I am not confined to using arrays, maps are possible to. I am only comparing the two arrays once. They will not be reused again after the first matching pass. There can be small to large number of values (300,000+) in either array, but DO NOT always have the same number of values (that would make things much easier)

Worse case is a linear search O(N^2). Using map would get me better O(log N) but I would still have convert an array to into a map of value, index pairs.

What I currently have to not do any container type conversions is this. Loop over the smaller of the two arrays. Compare current element of small array (array1) with the current element of large array (array2). If array1 element value is larger than array2 element value, increment the index for array2 until is it no longer larger than array1 element value (while loop). Then, if array1 element value is smaller than array2 element, go to next loop iteration and begin again. Otherwise they must be equal and I have my index to either arrays of the matching value.

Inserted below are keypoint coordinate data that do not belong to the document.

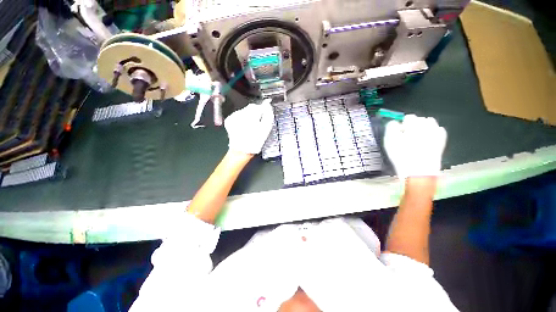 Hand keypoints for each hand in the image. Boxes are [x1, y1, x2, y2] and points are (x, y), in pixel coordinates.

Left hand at [224, 98, 274, 154]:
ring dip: (249, 116)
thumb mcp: (265, 129)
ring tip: (251, 127)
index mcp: (250, 115)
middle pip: (250, 108)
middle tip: (258, 123)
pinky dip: (242, 119)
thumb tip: (268, 107)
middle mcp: (240, 114)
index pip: (258, 106)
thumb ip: (268, 116)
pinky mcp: (229, 120)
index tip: (265, 114)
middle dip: (255, 113)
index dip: (263, 109)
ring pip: (244, 111)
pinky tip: (244, 127)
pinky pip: (238, 115)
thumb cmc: (255, 142)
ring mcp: (233, 117)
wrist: (241, 151)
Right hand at [384, 114, 446, 178]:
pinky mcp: (441, 141)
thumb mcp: (389, 141)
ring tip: (416, 139)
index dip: (402, 124)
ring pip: (430, 124)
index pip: (408, 117)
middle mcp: (428, 125)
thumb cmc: (401, 155)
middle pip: (420, 119)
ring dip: (423, 128)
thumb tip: (394, 123)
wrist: (418, 172)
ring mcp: (436, 133)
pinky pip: (438, 131)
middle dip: (413, 125)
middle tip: (406, 136)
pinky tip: (426, 141)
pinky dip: (432, 133)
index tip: (398, 133)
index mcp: (414, 124)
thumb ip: (390, 128) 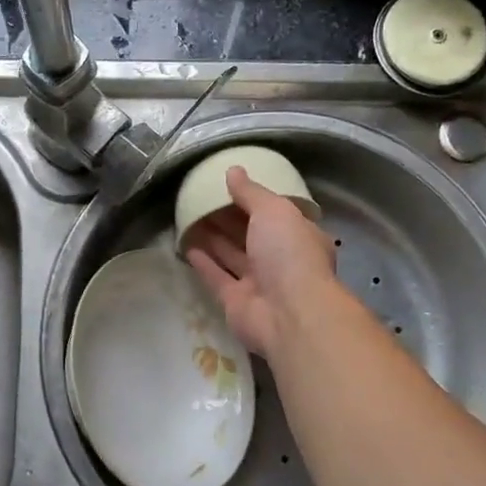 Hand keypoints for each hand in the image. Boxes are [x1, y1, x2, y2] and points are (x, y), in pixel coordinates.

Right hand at [183, 166, 338, 355]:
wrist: (289, 314)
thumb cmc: (290, 254)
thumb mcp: (274, 210)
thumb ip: (251, 192)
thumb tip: (233, 171)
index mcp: (299, 236)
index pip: (276, 213)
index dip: (254, 199)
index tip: (229, 185)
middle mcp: (281, 260)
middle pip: (251, 234)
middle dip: (229, 218)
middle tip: (201, 198)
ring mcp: (259, 283)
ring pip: (232, 255)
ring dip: (213, 238)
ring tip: (189, 217)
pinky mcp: (236, 302)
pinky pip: (217, 277)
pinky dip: (204, 262)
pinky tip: (186, 245) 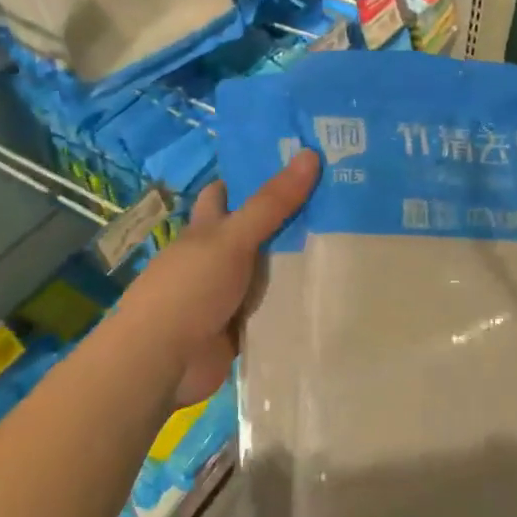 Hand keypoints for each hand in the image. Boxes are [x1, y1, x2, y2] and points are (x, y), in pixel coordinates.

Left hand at [119, 150, 319, 408]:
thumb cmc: (190, 288)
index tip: (294, 166)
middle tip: (341, 203)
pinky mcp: (242, 328)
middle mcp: (216, 258)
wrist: (164, 362)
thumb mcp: (232, 239)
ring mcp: (229, 294)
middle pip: (256, 233)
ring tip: (352, 245)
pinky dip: (296, 305)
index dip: (250, 178)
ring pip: (269, 273)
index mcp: (206, 230)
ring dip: (298, 265)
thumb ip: (271, 203)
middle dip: (289, 220)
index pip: (224, 195)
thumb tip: (310, 153)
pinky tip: (334, 295)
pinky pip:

So in this loop, I am at best O(N) if all values have matches and at worse O(2N) if none match. So I am wondering if there is something faster out there? It's hard to know for sure how often the two arrays will match, but I would way I would lean more toward most of the arrays will mostly have matches than not.

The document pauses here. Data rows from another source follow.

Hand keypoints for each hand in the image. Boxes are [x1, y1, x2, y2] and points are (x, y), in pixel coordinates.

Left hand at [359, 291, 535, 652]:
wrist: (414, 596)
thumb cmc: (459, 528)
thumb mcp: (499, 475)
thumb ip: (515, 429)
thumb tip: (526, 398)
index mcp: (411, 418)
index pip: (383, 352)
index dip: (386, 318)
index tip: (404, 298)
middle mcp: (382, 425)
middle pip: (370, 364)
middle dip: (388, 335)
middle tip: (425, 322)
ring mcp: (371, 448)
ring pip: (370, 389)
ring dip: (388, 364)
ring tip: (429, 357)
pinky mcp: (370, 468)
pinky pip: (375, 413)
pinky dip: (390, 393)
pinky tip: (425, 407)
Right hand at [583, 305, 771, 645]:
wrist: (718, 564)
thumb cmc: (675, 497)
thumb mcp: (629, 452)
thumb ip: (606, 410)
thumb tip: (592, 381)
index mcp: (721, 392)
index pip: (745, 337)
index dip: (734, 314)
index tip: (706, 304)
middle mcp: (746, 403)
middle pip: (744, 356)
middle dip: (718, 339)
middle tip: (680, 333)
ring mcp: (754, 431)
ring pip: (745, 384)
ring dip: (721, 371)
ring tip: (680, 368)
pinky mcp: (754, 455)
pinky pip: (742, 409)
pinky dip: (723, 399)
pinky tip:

I hope I explained the problem well enough and I appreciate any feedback or tips on improving this.

Code example:

std::vector<int> array1 = {4,6,12,34};
std::vector<int> array2 = {1,3,6,34,40};

for(unsigned int i=0, z=0; i < array1.size(); i++) 
{
    int value1 = array1[i];
    while(value1 > array2[z] && z < array2.size())
        z++;

    if (z >= array2.size())
        break; // reached end of array2

    if (value1 < array2[z])
        continue;

    // we have a match, i and z indices have same value

}

Result will be matching indexes for array1 = [1,3] and for array2= [2,3]

Answer 1

I wrote an implementation of this function using an algorithm that performs better with sparse distributions, than the trivial linear merge.

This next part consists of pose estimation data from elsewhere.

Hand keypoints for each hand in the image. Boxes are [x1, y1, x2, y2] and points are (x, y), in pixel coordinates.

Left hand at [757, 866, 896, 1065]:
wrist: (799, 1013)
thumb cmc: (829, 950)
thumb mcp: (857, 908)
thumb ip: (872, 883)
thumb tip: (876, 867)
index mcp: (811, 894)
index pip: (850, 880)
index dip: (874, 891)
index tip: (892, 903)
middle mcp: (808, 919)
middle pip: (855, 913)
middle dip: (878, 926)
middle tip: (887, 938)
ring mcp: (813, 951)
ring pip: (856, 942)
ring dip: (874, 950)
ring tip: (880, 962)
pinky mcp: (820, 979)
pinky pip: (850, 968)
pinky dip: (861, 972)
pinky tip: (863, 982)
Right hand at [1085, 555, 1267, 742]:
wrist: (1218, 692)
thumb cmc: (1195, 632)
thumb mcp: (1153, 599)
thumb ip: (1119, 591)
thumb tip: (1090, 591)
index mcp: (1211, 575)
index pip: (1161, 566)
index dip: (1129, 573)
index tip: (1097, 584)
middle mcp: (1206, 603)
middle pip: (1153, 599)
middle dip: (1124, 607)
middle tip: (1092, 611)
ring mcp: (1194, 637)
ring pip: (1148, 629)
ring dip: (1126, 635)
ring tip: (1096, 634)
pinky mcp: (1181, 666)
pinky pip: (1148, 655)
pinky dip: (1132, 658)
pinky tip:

For distributions, that are similar^†, it has O(n) complexity but ranges where the distributions are greatly different, it should perform below linear, approaching O(log n) in optimal cases. However, I wasn't able to prove that the worst case isn't better than O(n log n). On the other hand, I haven't been able to find that worst case either.

I templated it so that any type of ranges can be used, such as sub-ranges or raw arrays. Technically it works with non-random access iterators as well, but the complexity is much greater, so it's not recommended. I think it should be possible to modify the algorithm to fall back to linear search in that case, but I haven't bothered.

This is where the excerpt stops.